Abe rarely attended school - he simply read every book he could ever get his hands on. That and his natural abilities enabled him to write one of the most profound speeches in the history of written and spoken language.
For the rest of us, though, there’s always room for improvement
Lori,
You hit the nail right on the head, and I couldn’t have said it better: we write what we read!
I’ve said that to different people for a long long time.
I was not what one would call academically inclined in high school. I was that part of the class that made the upper 95% of the class possible. But even then I liked to write.
I was at a disadvantage though. In my high-school the biggest lesson you were taught in English through all four years was: don’t write run-on sentences. To be honest, to this day I’m not even sure what this means. I took it to mean that if you need more than one “and” to complete a sentence, you should probably start a new sentence.
When I got to college - I was in for a shock. They expected a lot more from their student’s writing and it took me a long while to conform. And it was during this time that I noticed my writing improved whenever my choice in reading material improved.
Eventually I learned how to write “academically” and all was good with the world.
Post-college, I learned about style. Or more to the point - that good writing can take many forms, and some of those forms break with what we were taught were grammatical conventions.
And now that writing for the web is so important, those conventions seem to be even less relevant.
One thing I know about me is that I tend to be a literary mimic. If I spend a weekend reading a bunch of George Will opinion pieces, my writing will be very much different than if I spent that time reading Cracked.com (which can be artfully written in its own right), or even Tom Clancy.
This mimicry of mine can be both a blessing and a curse.
I have a non-fiction book I’ve been writing/playing around with for the past few years. Right now it is mostly a bunch of post-its, handwritten outlines, some relevant newspaper clippings and a few typed chapters all bound by a paper clip.
The problem is I haven’t decided what kind of book it should be.
Looking at the chapters I’ve started I bounce around all over the place. Sometimes it is a third person objective historical look, and at other times it can be a first person narrative full of casual language and idioms (much like my blog postings). And at other times it comes across as a mighty academic tome full of dense language and hard to follow sentences complete with citations.

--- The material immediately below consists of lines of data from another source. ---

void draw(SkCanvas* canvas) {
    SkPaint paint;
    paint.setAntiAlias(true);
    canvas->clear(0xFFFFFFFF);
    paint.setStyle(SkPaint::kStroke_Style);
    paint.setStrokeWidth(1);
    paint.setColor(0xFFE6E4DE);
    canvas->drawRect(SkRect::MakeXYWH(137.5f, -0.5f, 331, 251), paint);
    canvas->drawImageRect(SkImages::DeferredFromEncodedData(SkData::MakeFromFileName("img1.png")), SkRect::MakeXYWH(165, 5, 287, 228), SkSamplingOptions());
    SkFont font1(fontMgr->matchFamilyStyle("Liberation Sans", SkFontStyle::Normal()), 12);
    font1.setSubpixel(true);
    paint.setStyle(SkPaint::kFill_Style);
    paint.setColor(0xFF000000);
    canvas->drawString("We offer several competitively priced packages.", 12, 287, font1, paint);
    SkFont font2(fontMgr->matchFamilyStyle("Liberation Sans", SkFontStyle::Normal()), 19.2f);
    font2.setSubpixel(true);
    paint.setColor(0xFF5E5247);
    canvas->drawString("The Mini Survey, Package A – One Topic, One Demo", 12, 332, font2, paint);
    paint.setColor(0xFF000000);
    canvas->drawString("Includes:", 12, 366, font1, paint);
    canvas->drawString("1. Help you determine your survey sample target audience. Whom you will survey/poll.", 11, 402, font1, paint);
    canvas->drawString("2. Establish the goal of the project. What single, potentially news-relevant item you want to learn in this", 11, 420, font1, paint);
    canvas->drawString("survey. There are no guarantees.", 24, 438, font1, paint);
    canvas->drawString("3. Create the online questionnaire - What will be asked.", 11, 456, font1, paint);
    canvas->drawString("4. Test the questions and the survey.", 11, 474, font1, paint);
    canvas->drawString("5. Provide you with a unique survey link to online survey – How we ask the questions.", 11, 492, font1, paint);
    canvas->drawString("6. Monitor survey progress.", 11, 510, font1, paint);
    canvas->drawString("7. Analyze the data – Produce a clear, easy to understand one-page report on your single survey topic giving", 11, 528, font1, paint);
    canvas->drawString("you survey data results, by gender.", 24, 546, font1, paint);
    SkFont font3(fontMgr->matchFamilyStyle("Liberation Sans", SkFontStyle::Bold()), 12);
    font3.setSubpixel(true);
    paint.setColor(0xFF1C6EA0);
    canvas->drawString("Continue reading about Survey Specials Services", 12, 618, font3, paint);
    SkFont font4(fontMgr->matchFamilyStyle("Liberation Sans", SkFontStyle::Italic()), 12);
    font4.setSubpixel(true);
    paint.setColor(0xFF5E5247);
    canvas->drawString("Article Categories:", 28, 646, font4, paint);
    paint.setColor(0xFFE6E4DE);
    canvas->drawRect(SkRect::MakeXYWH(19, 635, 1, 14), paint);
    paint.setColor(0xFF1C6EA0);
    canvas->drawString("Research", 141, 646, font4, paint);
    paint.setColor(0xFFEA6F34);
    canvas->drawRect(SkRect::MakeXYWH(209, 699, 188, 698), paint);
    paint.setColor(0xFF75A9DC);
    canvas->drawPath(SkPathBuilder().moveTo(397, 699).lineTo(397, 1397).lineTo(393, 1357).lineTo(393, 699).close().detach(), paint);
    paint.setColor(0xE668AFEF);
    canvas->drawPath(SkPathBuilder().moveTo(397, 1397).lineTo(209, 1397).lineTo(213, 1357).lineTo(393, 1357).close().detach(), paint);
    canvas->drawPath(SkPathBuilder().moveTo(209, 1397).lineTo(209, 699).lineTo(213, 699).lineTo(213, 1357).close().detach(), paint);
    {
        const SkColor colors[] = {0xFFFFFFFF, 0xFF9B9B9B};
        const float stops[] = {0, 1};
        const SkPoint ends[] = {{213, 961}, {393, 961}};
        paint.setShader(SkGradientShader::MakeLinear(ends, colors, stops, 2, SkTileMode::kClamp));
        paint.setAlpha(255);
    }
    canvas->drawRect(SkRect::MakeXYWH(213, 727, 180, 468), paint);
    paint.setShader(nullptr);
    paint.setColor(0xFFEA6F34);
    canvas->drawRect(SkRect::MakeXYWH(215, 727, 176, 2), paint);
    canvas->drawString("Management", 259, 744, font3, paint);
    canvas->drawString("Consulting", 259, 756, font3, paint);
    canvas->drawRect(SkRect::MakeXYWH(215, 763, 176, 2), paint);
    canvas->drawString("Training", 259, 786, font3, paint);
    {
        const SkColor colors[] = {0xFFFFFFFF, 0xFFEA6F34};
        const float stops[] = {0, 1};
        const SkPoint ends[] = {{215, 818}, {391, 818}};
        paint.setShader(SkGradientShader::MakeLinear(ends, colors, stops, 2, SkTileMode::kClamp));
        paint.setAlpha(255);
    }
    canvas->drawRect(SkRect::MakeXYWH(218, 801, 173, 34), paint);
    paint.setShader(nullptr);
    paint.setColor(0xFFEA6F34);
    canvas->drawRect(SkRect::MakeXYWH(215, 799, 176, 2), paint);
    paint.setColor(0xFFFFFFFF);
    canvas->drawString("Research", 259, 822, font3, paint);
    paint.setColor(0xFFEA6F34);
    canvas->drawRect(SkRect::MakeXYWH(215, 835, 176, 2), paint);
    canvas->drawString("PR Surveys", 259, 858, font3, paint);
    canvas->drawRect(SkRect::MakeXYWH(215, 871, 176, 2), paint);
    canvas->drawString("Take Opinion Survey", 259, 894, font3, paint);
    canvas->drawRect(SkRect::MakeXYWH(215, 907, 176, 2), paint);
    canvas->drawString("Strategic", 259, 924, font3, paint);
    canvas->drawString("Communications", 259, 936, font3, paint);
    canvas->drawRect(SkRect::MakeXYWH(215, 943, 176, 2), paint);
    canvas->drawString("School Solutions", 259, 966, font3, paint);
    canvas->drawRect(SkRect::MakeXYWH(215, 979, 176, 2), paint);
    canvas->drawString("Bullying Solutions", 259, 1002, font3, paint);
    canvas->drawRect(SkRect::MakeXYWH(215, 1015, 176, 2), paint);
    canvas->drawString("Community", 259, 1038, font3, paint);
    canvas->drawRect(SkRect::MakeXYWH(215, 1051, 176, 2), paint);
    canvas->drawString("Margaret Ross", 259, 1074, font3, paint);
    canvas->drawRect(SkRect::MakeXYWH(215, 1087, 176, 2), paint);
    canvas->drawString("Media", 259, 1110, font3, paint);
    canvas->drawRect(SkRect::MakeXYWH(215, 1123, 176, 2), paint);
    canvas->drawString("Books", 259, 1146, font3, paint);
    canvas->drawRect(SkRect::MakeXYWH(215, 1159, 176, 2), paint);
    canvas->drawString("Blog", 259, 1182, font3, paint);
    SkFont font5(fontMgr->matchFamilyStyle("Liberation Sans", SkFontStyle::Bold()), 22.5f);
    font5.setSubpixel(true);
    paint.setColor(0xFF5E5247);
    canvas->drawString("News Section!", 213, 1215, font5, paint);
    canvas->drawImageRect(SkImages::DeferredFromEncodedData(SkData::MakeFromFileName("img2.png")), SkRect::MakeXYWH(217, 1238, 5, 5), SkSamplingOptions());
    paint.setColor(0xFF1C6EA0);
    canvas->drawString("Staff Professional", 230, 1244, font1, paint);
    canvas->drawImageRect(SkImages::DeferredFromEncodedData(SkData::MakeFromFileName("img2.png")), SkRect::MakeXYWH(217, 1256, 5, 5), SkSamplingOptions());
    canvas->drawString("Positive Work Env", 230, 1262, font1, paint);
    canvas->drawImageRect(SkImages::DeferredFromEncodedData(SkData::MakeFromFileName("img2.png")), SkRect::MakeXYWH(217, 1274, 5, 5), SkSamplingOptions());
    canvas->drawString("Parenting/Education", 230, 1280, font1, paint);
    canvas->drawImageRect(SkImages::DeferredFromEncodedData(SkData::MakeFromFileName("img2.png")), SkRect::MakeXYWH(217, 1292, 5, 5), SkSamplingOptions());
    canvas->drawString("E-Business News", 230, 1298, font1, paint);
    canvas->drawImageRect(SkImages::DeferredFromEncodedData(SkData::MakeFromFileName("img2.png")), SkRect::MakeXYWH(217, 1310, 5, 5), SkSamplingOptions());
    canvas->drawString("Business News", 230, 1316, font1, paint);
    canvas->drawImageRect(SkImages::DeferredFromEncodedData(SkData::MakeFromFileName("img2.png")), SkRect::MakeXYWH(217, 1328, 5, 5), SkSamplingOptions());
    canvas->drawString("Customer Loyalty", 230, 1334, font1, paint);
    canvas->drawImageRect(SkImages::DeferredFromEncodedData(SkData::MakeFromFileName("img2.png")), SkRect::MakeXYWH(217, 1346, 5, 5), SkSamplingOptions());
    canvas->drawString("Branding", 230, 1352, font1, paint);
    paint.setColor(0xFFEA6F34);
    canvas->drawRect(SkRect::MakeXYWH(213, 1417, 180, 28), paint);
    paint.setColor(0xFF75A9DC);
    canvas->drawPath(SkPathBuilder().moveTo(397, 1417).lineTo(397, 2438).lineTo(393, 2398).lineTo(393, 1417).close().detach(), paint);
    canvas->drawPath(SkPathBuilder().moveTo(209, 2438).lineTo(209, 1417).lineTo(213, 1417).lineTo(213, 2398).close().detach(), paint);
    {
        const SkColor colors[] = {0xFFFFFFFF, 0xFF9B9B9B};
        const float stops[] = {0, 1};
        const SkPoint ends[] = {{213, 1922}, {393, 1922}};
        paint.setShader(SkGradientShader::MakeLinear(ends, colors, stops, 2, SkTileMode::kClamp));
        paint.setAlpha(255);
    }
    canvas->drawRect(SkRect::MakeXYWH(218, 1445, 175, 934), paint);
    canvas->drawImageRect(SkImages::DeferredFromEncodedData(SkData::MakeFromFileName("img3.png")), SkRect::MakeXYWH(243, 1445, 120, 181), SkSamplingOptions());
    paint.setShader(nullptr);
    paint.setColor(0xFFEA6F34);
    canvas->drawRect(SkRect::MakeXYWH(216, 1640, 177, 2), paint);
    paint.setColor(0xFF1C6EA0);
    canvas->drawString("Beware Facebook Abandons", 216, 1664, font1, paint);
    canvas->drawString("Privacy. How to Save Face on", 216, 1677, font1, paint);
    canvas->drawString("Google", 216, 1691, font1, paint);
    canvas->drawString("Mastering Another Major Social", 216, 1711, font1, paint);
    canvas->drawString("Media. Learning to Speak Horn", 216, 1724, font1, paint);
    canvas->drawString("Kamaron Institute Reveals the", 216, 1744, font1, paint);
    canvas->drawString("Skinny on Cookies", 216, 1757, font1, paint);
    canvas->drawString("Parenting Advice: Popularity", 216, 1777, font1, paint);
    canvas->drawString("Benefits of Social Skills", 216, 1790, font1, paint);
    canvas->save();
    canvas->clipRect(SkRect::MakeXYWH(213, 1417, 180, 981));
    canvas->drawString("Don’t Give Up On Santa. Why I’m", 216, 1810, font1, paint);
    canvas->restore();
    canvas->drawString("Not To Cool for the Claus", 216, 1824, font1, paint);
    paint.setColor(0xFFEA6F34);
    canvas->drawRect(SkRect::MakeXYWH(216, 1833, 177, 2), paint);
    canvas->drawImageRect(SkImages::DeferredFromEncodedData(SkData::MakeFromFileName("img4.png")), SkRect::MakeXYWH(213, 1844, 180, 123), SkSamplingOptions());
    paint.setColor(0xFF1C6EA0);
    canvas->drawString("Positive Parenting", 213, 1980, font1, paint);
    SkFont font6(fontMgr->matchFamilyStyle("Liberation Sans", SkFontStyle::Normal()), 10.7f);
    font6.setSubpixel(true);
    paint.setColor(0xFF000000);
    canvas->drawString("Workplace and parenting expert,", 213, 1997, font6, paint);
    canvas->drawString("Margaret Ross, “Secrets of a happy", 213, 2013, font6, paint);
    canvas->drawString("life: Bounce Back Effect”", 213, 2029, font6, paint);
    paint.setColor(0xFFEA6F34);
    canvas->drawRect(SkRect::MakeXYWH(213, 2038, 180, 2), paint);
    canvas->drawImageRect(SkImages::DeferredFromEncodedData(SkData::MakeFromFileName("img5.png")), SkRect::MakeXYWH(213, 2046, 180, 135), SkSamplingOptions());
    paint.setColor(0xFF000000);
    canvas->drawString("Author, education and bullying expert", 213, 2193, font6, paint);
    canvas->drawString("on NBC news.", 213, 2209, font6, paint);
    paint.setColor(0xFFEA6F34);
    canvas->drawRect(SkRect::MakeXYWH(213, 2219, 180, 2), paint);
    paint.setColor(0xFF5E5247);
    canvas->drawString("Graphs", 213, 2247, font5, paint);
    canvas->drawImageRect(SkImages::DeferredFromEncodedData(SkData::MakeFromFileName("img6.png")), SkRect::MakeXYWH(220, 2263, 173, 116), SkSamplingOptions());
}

I think I need to just put everything else down, not read anything for a while, and then see what kind of writing comes out of me naturally.
And as for Lincoln, one book he read a lot was the Bible.
The Gettysburg Address and his second inaugural speech are probably two of the best pieces of American speech writing ever - and you can tell from their pacing and language that he was heavily influenced by biblical verses.
Thanks for stopping by!
Yep, I definitely see the Bible cropping up in Abe’s writing. I’m sure the King James Version was the one he read. Biblical allusions are so powerful - like all of the ones that Dr. King put into the “I Have a Dream” speech.
I’ve always been a decent writer, but I can tell I’ve improved in the past year and half of blogging. Writing on a really consistent basis makes a big difference. I guess it’s like any skill - the more you do it, the better you’ll get.
Vinny -
It was fun and at times disheartening to read all the answers on LinkedIn. Thanks for noticing the question and answering.